Mankell relates a galvanising experience in Uganda. A girl, who had lost both her parents, came up and said she wanted to show him something. This turned out to be a folded piece of paper inside which lay a dead blue butterfly: "This is the most important book I've ever read." It impelled Mankell to apply his formidable energies to a project which encourages the compilation by survivors of what has been significant and special about those who have perished, at an untimely age, without recognition. This work is recounted in I Die, But The Memory Lives On (2003).

Mankell has a thoughtful, serious manner; his answers are articulate, considered and always sound first-hand. His somewhat rugged, austere face bears a decided resemblance to the late John Thaw's - not inappropriately, as both men are, in public eyes, inextricable from a much-admired fictional detective.

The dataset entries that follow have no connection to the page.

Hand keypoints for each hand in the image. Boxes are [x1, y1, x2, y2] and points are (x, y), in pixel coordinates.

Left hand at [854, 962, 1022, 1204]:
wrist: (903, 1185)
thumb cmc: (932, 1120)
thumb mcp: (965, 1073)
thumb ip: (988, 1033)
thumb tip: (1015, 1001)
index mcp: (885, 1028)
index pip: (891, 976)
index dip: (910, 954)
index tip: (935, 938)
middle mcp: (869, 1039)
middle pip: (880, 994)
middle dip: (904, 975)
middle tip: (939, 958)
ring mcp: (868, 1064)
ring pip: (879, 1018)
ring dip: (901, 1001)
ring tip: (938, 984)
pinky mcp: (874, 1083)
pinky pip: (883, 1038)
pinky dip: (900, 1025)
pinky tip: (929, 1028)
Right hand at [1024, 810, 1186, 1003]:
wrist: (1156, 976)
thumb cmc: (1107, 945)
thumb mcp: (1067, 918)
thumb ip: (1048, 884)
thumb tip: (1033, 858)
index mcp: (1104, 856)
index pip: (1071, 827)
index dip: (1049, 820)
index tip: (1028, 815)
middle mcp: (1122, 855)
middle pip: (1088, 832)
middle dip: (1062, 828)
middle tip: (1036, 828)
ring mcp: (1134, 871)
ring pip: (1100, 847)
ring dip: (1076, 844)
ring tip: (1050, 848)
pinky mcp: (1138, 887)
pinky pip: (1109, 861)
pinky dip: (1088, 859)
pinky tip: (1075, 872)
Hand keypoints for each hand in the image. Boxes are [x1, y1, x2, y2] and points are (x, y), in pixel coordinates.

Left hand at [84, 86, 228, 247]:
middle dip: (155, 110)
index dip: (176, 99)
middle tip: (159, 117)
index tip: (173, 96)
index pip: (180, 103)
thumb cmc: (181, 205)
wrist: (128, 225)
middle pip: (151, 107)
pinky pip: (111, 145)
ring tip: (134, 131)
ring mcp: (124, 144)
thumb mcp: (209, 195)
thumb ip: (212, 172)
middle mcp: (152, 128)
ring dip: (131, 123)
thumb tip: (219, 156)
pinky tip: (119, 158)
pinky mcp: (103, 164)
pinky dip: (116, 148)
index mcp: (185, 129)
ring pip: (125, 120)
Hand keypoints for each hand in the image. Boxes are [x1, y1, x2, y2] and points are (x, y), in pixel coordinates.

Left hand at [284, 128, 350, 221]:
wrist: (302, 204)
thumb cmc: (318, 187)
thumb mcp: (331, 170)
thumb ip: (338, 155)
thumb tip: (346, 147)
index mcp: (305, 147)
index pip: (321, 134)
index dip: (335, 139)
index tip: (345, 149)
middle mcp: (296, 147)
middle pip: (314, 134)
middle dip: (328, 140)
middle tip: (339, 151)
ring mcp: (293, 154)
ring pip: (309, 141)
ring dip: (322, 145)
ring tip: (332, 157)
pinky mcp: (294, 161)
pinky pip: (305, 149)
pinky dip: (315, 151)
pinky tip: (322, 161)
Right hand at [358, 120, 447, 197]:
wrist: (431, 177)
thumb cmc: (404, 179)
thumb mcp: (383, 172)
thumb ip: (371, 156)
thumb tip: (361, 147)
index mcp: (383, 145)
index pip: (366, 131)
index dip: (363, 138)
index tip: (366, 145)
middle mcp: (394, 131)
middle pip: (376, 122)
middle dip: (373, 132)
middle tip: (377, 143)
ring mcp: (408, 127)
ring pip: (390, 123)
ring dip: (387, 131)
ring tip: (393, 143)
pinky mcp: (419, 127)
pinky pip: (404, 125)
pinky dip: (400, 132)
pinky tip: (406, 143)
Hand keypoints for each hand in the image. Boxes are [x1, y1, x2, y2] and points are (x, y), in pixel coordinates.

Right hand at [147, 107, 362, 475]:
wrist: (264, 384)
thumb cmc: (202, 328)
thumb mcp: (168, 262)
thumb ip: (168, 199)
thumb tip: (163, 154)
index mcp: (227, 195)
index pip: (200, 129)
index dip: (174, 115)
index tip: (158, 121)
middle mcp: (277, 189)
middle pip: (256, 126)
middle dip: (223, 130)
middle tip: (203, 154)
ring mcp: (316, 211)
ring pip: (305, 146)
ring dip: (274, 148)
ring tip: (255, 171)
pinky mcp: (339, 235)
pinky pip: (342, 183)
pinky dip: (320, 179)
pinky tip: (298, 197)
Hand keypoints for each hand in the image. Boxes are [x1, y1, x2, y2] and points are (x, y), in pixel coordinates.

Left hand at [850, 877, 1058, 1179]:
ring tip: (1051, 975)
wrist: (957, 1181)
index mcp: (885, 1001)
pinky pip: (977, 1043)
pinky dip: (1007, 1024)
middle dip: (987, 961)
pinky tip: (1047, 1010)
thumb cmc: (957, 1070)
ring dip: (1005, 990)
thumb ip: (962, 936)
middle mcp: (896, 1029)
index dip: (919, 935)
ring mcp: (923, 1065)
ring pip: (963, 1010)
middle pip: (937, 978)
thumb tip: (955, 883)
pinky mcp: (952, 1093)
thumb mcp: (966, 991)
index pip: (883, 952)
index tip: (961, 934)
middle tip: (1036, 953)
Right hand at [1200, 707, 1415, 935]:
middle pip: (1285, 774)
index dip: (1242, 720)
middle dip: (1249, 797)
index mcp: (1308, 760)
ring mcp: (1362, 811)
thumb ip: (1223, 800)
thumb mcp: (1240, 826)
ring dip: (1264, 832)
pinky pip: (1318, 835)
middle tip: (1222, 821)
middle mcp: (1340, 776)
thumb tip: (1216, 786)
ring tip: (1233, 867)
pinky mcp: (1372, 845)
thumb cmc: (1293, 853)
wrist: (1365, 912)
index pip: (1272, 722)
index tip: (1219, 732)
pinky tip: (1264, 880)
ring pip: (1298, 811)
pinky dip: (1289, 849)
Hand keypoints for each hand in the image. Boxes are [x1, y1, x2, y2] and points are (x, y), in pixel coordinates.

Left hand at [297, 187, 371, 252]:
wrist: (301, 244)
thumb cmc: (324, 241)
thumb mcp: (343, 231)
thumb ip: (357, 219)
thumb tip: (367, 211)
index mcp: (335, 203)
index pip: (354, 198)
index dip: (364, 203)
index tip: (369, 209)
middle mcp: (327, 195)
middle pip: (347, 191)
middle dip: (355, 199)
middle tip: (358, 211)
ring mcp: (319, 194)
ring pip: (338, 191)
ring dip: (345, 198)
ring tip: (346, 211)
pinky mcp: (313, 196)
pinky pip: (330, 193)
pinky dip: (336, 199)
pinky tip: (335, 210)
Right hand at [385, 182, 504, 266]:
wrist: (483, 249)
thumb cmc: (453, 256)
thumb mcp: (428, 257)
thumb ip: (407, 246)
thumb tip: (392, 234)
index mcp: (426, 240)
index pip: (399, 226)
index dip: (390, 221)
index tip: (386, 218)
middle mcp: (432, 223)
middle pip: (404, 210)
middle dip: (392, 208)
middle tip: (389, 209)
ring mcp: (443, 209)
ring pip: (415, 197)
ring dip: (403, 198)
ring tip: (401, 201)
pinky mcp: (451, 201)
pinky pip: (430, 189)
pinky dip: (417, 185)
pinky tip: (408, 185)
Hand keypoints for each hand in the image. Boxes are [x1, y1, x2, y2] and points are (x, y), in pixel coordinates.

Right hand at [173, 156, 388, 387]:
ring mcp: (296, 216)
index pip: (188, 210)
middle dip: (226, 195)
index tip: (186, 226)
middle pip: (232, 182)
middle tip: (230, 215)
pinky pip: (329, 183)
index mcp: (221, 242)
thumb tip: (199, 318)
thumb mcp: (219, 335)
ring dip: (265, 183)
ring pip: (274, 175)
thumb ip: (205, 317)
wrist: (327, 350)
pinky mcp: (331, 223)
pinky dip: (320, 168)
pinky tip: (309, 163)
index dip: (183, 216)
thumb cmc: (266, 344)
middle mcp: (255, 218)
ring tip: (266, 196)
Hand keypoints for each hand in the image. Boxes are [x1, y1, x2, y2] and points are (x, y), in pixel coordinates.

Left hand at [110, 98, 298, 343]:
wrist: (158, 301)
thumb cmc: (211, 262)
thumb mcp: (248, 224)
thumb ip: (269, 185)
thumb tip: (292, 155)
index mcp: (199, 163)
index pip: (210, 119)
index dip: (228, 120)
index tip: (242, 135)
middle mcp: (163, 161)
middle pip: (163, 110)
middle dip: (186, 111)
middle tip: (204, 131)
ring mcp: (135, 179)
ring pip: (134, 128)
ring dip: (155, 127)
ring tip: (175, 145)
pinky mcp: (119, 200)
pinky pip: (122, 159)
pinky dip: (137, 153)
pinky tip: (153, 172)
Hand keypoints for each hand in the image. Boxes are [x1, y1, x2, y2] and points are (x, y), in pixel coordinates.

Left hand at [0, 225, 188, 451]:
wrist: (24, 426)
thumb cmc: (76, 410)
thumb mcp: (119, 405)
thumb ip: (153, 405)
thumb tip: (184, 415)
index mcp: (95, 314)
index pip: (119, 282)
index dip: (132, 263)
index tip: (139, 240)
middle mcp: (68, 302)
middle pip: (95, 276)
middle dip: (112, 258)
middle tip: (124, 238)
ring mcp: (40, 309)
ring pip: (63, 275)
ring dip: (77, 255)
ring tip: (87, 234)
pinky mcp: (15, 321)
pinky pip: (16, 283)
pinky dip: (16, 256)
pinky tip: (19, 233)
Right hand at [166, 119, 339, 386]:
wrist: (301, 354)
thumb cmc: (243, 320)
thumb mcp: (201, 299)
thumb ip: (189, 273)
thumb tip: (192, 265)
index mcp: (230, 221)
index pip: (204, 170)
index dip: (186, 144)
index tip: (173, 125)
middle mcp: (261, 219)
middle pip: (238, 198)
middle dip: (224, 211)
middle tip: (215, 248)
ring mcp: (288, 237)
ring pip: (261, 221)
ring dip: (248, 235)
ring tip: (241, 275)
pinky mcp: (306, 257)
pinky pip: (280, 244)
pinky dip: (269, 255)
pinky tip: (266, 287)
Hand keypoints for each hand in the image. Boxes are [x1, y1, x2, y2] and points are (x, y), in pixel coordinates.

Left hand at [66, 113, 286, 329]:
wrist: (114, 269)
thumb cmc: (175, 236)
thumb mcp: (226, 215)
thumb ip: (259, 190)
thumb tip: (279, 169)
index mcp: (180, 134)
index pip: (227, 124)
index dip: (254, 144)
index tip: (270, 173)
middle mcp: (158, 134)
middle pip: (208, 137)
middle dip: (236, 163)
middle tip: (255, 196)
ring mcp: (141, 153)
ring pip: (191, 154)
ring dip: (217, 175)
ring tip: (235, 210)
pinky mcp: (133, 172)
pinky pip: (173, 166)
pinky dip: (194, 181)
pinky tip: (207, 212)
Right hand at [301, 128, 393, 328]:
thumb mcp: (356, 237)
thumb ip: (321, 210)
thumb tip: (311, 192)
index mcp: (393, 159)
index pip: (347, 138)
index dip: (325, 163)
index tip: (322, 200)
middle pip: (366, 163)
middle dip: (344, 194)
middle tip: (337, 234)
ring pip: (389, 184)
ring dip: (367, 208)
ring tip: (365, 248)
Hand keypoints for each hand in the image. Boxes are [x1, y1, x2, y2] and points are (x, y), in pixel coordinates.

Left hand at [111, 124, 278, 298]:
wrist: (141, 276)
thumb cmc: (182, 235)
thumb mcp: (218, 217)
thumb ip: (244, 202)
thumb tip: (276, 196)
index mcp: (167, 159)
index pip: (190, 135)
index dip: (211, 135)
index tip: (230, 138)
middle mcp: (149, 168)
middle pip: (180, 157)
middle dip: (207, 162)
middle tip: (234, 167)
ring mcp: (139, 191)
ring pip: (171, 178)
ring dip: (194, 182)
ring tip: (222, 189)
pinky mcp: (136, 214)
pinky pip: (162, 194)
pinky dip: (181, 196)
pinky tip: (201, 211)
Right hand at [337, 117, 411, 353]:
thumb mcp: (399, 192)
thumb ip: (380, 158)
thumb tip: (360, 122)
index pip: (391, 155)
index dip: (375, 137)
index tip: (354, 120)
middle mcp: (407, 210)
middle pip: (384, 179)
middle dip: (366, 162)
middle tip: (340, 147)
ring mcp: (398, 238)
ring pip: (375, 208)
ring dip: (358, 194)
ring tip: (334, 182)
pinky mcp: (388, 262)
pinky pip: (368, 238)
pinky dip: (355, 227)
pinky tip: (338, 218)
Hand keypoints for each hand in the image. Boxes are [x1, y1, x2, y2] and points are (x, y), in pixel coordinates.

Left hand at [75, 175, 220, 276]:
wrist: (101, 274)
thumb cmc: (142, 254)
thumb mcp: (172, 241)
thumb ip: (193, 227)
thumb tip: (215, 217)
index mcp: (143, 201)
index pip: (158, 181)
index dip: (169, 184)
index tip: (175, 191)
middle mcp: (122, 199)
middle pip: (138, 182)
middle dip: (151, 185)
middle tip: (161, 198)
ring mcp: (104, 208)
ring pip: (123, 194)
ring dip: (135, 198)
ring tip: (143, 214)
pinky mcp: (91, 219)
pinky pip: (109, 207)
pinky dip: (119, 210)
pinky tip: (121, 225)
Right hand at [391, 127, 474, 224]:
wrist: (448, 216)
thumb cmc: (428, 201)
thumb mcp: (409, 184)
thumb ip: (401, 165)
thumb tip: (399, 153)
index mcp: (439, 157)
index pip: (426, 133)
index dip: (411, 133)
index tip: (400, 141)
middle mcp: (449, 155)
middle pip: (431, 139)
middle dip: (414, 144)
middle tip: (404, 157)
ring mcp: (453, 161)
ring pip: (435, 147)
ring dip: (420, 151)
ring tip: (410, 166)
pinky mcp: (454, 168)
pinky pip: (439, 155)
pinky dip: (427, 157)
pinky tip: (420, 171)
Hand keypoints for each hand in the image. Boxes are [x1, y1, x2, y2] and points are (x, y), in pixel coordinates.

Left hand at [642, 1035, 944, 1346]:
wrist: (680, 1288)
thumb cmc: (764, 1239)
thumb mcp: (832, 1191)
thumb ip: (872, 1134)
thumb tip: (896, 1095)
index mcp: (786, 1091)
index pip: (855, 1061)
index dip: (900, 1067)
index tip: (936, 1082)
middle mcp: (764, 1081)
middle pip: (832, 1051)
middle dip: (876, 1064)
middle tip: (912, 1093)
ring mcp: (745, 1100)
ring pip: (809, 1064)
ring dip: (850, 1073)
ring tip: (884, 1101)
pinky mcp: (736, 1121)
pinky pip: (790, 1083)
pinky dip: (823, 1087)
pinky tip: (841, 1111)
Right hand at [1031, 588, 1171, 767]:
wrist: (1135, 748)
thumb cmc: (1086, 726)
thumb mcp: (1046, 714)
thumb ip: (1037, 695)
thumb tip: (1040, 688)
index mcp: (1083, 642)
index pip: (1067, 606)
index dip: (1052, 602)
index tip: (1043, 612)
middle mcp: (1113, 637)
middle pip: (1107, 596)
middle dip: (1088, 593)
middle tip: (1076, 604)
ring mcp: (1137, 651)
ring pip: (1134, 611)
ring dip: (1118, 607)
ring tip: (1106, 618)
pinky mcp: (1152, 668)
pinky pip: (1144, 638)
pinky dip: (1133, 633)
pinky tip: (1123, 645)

Did he ever know his Nelio? "As far as I know there is no exact Nelio in reality. He's a combination of many children; the glue in his character is my own imagination. But I think it would be fairly easy to find someone who is a brother to Nelio, not only in Maputo but in all the cities of the world." Some years ago Mankell was asked, "How come you write so much about children?" He expostulated, "Can you honestly think of anything more important than talking about or with children?" The Wallander novel concurrent with Chronicler of the Winds was the haunting Sidetracked with, at its centre, a teenage boy who has suffered horribly.

"I have," confesses Mankell, "an idol in my life: a poster I have kept for many years. This is myself at 11 years of age; he's my greatest hero in life. At that time I was at my best, at that time I had an absolute belief in the imagination as a tool to handle reality. I thought it was possible to do everything. Today I know more, but the power I had at that time...!"

Certainly, Mankell's trust in the imagination is impressively strong, and he still has the power to do a very great deal. When he talks of Portugal's shameful colonial legacy, of the inadequate response to poverty and social turmoil by the established churches, of apartheid South Africa's financing of banditry to destabilise Mozambique, of the creeping deprivations in European as well as Third World cities, one senses a man of stern principle and vigorous intellectual control. But always, you realise, he will serve his convictions with his fecund powers of invention, gifts he ascribes to all the street children in his novel. We are, he says, "not homo sapiens but homo narrans, the storytelling species".

Biography

Born in Sweden in 1948, Henning Mankell left school at 16 to become a merchant seaman. By 1968, he was back in Sweden, working in the theatre and writing in a prolific range of genres. His breakthrough came with the Kurt Wallander detective novels, now translated into 35 languages. Mankell is presently engaged in a sequence about Wallander's daughter, Linda, beginning with Before the Frost (2002). Chronicler of the Winds is published this week by Harvill Secker, and a paperback of The Man Who Smiled has just appeared from Vintage. Henning Mankell divides his life between Sweden and Mozambique. He is married to the choreographer Eva Bergman, daughter of the director Ingmar.